Wie verändert PXM die Art und Weise, wie Produktdaten gespeichert, kategorisiert, angereichert oder verwendet werden?

Sehen wir uns Produktdaten von vor ein paar Jahren an, wird klar, dass PIM ein technisches Thema war und daher in der IT und in Excel-Datenbanken oder ERP-Systemen verortet wurde. Im PXM geht es jetzt darum, welche Informationen die jeweiligen Zielgruppen an welchem Touchpoint erwarten und wie diese zudem mit Brand Identity angereichert werden können.

Damit dieser Prozess klappt, muss man die Daten aus der IT in die kundenzentrierte Business-Ecke bringen und mit besagter Brand Identity, Emotionen und einem Wert für den Kunden aufladen. Nehmen wir beispielsweise Schrauben. Diese werden beim Hersteller nach Schlüsselnummern (SKUs) kategorisiert und dann im ERP-System in jeweilige Nummernkreise eingegliedert. Das Produkt wird dann anhand einer Nummer gefunden und nicht aufgrund der Beschreibung Kreuzschlitzschraube, 3 cm, geeignet für Holz.

Der Kunde kann mit der Nummer aber per se nichts anfangen. Diese Nummer muss nun stattdessen im PXM-Kontext in die Sprache des Kunden übersetzt und kategorisiert werden. In der klassischen Webshop-Kategorisierung klappt das in der Regel schon ganz gut. Aber wenn man bedenkt, dass es bei vielen Marketplaces – je nach Ausgabekanal – Hunderte von Kategorien mehr gibt, wird der ein oder andere Marketer wahrscheinlich blass um die Nase.

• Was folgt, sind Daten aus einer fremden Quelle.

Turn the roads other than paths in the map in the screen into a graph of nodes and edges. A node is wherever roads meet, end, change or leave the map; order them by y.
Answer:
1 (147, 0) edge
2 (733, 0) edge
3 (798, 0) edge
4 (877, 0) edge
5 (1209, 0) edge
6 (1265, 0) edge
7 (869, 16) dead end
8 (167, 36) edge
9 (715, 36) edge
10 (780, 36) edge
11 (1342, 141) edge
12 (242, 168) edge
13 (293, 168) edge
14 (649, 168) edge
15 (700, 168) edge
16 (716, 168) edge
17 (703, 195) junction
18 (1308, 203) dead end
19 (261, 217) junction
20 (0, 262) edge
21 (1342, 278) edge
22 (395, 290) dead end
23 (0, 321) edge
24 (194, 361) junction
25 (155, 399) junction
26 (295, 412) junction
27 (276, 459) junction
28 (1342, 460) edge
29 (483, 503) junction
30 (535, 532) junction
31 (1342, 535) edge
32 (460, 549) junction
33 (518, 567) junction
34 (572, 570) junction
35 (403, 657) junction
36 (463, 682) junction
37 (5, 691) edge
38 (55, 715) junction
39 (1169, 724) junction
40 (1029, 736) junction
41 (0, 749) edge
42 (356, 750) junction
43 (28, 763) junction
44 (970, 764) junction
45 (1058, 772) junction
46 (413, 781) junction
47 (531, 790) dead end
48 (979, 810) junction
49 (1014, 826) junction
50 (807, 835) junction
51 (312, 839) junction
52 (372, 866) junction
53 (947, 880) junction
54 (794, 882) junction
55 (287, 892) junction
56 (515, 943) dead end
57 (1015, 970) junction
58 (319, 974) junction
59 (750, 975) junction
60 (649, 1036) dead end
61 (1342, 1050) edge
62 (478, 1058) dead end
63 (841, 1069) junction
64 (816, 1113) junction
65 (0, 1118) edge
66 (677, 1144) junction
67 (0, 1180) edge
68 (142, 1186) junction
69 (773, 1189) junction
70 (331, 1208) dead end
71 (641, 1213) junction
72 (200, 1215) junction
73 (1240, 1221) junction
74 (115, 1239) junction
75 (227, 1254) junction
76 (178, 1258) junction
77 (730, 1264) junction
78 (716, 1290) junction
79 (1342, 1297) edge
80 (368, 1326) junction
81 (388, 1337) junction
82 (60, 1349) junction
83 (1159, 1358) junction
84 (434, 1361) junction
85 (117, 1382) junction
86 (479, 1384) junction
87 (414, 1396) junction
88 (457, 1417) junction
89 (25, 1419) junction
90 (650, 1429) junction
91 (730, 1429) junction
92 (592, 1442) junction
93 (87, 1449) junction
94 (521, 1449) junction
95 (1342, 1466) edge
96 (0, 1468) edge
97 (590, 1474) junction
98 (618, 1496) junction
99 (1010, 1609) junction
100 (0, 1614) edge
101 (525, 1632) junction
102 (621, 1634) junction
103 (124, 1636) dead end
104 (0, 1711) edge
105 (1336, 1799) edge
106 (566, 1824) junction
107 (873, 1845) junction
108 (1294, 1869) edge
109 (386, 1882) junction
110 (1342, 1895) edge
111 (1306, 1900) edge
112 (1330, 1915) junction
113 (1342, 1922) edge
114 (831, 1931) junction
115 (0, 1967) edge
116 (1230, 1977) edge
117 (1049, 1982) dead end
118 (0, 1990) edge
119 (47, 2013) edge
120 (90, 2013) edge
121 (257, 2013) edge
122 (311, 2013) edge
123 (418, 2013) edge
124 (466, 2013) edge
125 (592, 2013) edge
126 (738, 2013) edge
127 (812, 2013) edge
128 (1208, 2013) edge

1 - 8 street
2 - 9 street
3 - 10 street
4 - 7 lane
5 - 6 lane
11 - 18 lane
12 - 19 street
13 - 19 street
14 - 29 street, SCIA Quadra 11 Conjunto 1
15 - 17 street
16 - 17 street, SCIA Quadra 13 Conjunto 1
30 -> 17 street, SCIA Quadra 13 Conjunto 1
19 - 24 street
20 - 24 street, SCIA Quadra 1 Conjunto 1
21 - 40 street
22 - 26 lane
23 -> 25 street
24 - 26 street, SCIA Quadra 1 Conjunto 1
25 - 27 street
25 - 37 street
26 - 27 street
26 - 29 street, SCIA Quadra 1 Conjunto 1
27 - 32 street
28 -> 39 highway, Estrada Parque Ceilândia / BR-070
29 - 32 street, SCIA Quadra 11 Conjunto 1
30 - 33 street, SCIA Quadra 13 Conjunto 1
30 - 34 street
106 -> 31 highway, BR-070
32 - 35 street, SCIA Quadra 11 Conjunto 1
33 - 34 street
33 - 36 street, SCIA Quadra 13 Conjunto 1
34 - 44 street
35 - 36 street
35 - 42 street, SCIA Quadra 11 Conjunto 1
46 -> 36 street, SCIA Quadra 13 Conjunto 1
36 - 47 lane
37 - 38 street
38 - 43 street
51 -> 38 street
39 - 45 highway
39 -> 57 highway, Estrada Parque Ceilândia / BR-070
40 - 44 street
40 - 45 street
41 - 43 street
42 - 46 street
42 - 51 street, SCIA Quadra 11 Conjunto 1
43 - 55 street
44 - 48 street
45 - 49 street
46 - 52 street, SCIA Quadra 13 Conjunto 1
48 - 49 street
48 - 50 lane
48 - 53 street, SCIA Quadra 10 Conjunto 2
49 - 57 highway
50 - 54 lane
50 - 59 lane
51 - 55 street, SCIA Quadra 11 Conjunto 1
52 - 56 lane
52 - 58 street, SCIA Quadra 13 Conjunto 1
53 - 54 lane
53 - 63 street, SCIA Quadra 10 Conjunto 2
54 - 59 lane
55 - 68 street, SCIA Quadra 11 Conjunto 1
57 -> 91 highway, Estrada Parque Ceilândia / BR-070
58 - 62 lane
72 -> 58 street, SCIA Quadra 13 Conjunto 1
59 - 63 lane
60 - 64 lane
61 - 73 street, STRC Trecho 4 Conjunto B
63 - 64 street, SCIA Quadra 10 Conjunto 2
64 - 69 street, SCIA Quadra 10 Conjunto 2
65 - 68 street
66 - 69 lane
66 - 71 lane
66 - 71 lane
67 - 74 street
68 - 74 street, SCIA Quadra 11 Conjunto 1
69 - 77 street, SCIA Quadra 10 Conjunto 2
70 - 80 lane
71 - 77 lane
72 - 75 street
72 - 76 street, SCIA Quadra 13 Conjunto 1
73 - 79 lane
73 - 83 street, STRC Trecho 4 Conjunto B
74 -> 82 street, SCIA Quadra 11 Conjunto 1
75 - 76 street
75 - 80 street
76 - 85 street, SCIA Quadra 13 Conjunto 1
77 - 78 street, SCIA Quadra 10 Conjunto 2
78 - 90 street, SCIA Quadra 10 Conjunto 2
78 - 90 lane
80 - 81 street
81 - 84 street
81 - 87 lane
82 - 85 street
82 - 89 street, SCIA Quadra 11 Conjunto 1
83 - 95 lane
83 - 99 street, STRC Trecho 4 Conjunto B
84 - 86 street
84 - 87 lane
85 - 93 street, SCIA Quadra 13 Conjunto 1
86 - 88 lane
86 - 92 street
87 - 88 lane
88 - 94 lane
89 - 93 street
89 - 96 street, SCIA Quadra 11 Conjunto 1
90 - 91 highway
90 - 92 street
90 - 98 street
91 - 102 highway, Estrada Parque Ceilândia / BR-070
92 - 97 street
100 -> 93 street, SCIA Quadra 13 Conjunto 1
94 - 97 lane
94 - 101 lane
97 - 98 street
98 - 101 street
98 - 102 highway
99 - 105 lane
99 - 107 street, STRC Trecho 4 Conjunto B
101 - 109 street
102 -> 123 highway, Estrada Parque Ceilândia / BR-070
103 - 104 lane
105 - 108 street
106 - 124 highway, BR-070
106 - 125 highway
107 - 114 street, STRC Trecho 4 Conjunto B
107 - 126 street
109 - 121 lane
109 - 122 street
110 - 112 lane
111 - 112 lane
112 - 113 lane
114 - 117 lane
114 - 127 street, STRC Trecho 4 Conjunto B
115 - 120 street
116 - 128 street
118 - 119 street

IKEA gibt stattdessen ein großartiges Beispiel ab, denn in jedem Produkt samt Beschreibung ist die Identität des schwedischen Möbelgiganten zu finden. Da wären die schwedischen Produktnamen, die konsequente Anrede mit “du“ sowie die simplifizierte und vor allem lösungsorientierte Sprache.

Welche konkreten Tipps kannst du Marketern geben, die ihren Umgang mit Produktdaten professionalisieren möchten?

Pauschal einen Tipp zu geben, ist tatsächlich nicht so einfach. Das ist der Tatsache geschuldet, dass Unternehmen unterschiedliche Reifegrade aufweisen. Von daher rate ich Marketern, im ersten Schritt eine Bestandsaufnahme in ihrem Unternehmen zu machen. Wie sieht die Vision zum Thema PXM aus? Gibt es bereits ein PIM? Wer hat die Hoheit über Produktinformationen? Welche Kanäle werden heute bespielt, welche morgen? Hierbei kann vor allem unser Akeneo PXM Maturity Assessment dienen. Damit lassen sich die eigenen Stärken und Schwächen im Hinblick auf Produkt-Informations-Management evaluieren. Von diesem Status quo aus lassen sich dann die nächsten Schritte ableiten.

Natürlich sollte man sich beispielsweise auch den eigenen Webshop ansehen und die integrierten Produktinformationen. Mir sind schon Shops etablierter Marken mit einem “Lorem ipsum“-Blindtext in der Produktinformation oder Platzhaltern statt Produktfotos untergekommen. Es ist sinnvoll, schlechte Beispiele zu diskutieren, um ein Gefühl dafür zu bekommen, und sich Wettbewerber anzuschauen und zu überprüfen, was diese vielleicht besser machen.